=== DATA SHOWN ===

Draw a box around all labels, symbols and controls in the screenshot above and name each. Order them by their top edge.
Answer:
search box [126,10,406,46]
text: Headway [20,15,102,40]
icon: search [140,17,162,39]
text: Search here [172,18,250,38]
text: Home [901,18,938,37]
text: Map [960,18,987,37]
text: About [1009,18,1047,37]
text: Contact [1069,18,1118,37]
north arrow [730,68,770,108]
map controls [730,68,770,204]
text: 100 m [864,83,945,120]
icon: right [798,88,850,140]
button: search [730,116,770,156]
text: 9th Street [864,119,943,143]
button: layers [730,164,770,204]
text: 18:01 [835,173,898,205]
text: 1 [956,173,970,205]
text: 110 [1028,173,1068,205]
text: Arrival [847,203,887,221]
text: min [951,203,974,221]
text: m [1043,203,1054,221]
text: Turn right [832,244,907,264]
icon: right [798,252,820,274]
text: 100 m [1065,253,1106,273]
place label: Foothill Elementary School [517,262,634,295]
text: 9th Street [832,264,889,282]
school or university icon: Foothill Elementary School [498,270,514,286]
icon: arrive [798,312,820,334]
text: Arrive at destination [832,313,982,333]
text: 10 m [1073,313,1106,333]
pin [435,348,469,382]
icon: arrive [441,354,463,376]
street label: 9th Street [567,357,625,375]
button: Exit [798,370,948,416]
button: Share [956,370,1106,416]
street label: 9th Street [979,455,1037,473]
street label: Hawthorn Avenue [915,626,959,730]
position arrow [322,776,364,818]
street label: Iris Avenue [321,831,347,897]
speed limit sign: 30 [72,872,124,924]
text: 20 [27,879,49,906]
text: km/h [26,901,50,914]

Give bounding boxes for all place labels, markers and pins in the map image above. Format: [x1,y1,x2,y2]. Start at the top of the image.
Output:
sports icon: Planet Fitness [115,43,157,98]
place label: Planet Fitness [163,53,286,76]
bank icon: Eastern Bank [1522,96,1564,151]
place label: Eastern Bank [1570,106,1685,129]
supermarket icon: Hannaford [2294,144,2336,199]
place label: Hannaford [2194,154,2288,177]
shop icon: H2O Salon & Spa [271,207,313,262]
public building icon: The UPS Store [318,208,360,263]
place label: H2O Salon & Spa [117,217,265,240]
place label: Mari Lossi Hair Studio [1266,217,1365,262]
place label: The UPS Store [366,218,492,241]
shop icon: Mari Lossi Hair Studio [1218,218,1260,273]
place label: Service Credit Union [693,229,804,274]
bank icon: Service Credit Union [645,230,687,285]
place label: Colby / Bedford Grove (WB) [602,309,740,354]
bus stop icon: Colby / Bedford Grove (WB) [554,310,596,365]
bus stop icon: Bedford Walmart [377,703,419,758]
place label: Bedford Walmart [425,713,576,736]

===

(EXERCISE DIRECTIONS):
Whenever the word "shop" shows up in a line of the entries, list that line.

(RESULT BELOW):
shop icon: H2O Salon & Spa [271,207,313,262]
shop icon: Mari Lossi Hair Studio [1218,218,1260,273]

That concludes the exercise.